**The task**
Report each line from the listing that the string "dead" appears in.

◇ ◇ ◇

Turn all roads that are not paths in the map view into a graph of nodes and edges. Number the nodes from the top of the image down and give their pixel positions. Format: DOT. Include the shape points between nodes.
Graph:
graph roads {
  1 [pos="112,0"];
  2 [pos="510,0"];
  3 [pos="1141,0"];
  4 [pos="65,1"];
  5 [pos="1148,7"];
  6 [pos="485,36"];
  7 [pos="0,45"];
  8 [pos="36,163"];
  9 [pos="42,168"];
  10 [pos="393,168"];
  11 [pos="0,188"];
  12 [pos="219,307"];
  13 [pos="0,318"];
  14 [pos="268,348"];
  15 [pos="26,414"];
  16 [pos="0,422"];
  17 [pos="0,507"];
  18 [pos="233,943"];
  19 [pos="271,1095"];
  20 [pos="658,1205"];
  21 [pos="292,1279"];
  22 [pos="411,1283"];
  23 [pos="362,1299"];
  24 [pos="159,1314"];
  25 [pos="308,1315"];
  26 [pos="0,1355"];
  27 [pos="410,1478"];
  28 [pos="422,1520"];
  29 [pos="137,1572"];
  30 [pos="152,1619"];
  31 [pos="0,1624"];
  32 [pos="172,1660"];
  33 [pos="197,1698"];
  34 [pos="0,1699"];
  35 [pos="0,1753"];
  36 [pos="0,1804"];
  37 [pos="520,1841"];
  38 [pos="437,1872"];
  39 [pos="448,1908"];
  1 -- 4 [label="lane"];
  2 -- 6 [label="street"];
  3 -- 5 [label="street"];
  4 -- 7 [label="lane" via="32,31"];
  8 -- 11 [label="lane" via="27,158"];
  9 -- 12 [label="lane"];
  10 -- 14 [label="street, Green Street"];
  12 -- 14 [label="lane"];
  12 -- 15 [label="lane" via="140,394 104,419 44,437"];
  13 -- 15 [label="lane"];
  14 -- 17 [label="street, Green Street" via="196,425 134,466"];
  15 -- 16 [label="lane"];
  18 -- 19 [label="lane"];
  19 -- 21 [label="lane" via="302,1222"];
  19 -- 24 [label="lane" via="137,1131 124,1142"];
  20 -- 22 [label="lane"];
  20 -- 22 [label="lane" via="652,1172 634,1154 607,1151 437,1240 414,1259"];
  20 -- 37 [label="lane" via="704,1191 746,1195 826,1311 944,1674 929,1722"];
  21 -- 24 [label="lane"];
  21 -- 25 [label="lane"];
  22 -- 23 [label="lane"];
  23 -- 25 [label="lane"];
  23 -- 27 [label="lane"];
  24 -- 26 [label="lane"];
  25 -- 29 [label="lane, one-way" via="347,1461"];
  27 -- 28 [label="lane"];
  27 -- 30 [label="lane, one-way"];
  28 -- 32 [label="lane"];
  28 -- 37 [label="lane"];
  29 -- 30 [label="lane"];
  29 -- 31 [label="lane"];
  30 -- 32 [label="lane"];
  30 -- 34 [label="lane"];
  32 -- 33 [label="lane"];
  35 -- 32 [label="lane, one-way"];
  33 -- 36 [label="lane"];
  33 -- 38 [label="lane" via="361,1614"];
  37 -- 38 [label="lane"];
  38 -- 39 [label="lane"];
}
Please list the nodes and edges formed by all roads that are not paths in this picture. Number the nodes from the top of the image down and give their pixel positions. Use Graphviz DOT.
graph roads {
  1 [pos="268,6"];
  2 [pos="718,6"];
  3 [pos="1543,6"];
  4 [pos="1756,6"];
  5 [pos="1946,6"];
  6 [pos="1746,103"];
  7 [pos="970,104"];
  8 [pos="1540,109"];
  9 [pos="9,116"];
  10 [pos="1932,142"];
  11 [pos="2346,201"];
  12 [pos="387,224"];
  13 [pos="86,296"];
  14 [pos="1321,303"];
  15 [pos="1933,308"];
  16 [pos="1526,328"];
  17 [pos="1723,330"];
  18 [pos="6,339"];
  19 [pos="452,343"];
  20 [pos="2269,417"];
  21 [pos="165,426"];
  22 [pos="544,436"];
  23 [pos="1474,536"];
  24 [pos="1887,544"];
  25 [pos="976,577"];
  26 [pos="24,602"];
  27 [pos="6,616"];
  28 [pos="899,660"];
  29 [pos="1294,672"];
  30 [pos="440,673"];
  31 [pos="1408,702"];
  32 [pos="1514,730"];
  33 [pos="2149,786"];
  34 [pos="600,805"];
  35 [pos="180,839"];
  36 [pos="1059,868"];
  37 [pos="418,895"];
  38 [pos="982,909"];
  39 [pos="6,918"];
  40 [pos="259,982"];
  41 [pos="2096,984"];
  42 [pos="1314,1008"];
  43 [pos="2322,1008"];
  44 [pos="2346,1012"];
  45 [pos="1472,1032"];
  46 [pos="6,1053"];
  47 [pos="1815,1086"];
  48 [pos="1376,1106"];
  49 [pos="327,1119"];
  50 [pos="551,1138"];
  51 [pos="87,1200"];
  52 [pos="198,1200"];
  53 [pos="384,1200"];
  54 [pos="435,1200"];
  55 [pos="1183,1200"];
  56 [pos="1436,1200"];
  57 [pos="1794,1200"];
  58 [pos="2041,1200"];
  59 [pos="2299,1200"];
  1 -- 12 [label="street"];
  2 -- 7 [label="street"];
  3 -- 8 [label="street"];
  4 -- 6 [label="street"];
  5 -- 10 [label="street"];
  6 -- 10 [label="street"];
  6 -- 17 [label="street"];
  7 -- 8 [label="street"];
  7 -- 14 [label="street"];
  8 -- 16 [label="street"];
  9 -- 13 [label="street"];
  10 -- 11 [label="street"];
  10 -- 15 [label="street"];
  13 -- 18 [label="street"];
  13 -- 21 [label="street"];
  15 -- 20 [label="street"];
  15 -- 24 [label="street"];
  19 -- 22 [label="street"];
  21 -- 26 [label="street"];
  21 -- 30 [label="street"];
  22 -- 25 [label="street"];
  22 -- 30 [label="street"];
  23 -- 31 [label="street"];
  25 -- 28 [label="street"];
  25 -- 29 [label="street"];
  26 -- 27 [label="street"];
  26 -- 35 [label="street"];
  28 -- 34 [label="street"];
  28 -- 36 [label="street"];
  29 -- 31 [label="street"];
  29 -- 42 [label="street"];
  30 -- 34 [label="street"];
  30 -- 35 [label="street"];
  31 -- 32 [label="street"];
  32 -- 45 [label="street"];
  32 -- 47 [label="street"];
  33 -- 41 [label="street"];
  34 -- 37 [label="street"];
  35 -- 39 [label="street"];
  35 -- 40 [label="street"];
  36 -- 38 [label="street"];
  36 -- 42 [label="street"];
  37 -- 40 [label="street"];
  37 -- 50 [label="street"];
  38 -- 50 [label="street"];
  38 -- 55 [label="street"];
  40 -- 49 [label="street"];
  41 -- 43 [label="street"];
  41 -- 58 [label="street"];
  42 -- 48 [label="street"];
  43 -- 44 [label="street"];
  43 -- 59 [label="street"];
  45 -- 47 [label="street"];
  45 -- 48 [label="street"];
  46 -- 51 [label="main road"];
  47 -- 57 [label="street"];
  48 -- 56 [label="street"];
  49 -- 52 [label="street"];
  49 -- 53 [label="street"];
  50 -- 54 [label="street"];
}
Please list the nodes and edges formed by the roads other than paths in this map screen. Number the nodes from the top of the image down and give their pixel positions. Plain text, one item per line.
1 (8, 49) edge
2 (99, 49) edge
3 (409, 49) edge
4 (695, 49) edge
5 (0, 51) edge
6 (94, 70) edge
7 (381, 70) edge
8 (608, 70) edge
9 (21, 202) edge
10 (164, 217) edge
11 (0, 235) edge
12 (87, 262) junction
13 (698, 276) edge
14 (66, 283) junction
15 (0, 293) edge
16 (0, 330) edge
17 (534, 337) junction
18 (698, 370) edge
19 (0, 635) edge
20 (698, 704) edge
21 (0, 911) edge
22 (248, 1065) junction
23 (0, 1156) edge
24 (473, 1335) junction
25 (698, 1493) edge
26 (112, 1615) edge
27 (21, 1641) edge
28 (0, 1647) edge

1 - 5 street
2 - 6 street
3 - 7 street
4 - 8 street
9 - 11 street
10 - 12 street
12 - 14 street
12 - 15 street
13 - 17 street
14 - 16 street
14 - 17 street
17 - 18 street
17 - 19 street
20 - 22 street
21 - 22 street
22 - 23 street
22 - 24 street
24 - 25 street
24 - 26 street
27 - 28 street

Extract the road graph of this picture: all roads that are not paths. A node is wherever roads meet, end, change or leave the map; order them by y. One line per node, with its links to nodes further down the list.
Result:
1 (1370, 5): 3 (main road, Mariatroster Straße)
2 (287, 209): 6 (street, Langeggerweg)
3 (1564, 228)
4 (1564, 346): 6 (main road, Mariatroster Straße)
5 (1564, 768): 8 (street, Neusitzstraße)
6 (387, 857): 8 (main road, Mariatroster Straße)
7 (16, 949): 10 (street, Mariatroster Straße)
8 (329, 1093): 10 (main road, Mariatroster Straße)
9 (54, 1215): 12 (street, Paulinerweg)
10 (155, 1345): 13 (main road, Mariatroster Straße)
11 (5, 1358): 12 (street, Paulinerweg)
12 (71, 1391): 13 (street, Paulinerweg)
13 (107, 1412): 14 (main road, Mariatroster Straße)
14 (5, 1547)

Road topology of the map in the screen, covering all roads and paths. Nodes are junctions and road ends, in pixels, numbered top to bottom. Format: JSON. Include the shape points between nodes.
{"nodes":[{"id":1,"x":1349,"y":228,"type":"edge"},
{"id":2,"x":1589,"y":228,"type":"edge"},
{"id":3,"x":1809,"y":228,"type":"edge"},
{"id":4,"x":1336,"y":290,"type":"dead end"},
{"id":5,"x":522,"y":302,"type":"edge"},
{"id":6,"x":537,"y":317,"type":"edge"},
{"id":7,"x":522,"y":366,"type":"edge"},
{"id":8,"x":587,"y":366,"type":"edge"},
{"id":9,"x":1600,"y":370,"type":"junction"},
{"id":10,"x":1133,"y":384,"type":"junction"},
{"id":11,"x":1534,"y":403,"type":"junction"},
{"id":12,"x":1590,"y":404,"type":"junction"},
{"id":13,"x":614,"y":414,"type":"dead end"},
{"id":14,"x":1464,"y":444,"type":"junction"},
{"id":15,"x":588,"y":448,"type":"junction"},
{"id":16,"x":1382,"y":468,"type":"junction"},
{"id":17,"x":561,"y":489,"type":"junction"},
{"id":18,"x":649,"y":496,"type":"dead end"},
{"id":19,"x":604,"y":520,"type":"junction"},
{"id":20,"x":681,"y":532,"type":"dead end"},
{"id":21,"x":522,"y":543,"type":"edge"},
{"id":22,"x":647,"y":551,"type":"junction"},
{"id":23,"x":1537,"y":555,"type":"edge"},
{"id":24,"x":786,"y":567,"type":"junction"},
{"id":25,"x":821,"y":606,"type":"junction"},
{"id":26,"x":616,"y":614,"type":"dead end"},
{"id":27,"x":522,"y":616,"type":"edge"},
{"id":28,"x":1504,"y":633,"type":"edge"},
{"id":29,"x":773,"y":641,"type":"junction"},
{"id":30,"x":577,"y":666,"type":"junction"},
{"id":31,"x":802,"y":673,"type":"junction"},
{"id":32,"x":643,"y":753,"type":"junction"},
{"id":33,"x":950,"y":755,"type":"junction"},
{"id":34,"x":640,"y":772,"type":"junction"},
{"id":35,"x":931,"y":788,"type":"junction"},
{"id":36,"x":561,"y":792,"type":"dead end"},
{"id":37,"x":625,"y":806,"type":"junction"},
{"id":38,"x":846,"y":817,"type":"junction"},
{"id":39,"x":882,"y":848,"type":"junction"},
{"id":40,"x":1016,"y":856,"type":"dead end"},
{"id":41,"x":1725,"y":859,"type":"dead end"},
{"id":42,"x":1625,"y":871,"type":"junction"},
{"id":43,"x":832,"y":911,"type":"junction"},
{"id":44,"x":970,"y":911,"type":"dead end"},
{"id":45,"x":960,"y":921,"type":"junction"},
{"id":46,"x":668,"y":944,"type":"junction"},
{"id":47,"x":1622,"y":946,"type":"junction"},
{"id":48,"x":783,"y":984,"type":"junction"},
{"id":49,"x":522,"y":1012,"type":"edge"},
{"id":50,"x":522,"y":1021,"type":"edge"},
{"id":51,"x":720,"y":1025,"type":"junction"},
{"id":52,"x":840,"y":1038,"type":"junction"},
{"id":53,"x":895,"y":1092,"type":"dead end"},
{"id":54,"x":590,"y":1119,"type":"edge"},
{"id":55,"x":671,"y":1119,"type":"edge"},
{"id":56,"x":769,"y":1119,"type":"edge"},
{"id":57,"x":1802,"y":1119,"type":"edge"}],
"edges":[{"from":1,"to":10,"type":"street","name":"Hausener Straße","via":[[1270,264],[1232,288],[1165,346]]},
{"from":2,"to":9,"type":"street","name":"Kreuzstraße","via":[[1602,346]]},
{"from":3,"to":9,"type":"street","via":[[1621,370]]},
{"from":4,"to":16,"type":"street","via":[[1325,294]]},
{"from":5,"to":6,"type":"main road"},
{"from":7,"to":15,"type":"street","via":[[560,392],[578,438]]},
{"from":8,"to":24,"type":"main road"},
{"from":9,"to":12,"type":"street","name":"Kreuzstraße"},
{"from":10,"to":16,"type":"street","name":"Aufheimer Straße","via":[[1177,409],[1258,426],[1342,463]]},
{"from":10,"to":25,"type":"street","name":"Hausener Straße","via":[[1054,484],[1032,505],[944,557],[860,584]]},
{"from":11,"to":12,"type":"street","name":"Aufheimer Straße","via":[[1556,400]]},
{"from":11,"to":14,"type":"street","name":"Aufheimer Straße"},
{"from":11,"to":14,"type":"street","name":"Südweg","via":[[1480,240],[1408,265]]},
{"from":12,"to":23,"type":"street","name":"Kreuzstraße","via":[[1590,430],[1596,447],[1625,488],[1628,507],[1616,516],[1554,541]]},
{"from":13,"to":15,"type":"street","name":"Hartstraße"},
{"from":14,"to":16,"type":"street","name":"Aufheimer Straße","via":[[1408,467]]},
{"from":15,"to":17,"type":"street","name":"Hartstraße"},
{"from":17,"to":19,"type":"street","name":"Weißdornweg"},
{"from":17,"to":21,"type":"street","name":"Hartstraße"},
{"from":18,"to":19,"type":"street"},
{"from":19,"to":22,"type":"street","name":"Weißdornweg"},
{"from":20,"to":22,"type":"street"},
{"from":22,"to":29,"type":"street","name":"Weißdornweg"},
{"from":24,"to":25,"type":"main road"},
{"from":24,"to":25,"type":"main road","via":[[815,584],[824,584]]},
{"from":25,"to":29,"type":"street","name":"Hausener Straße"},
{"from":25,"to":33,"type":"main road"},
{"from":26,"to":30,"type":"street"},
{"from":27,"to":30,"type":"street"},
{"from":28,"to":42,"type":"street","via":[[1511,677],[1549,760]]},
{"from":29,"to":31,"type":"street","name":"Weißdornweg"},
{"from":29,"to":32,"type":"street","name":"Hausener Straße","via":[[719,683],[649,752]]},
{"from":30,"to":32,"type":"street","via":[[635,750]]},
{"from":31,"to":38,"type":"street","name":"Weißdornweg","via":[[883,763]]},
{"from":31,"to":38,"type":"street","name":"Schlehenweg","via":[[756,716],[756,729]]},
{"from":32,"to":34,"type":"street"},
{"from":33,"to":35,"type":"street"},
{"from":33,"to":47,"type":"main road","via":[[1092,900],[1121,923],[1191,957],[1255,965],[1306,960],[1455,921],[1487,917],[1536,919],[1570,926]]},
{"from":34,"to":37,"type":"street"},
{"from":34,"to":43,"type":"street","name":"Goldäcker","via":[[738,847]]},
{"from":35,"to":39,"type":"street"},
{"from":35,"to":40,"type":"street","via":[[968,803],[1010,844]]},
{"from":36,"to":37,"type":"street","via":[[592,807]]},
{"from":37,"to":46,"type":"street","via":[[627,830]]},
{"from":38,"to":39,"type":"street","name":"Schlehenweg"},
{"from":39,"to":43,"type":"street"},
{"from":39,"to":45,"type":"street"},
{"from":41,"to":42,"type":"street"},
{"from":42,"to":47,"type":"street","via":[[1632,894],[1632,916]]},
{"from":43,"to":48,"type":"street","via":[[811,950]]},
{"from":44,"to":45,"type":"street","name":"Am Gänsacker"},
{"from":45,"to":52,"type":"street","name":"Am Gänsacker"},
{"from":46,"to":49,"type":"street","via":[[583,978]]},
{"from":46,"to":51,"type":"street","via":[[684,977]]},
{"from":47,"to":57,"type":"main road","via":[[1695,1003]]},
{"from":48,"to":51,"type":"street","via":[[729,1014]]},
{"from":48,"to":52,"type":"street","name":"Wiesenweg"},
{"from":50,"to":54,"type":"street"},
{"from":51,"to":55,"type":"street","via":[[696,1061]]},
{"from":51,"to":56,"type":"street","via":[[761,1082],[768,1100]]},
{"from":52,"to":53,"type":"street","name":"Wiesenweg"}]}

◇ ◇ ◇

**Reply**
{"id":4,"x":1336,"y":290,"type":"dead end"},
{"id":13,"x":614,"y":414,"type":"dead end"},
{"id":18,"x":649,"y":496,"type":"dead end"},
{"id":20,"x":681,"y":532,"type":"dead end"},
{"id":26,"x":616,"y":614,"type":"dead end"},
{"id":36,"x":561,"y":792,"type":"dead end"},
{"id":40,"x":1016,"y":856,"type":"dead end"},
{"id":41,"x":1725,"y":859,"type":"dead end"},
{"id":44,"x":970,"y":911,"type":"dead end"},
{"id":53,"x":895,"y":1092,"type":"dead end"},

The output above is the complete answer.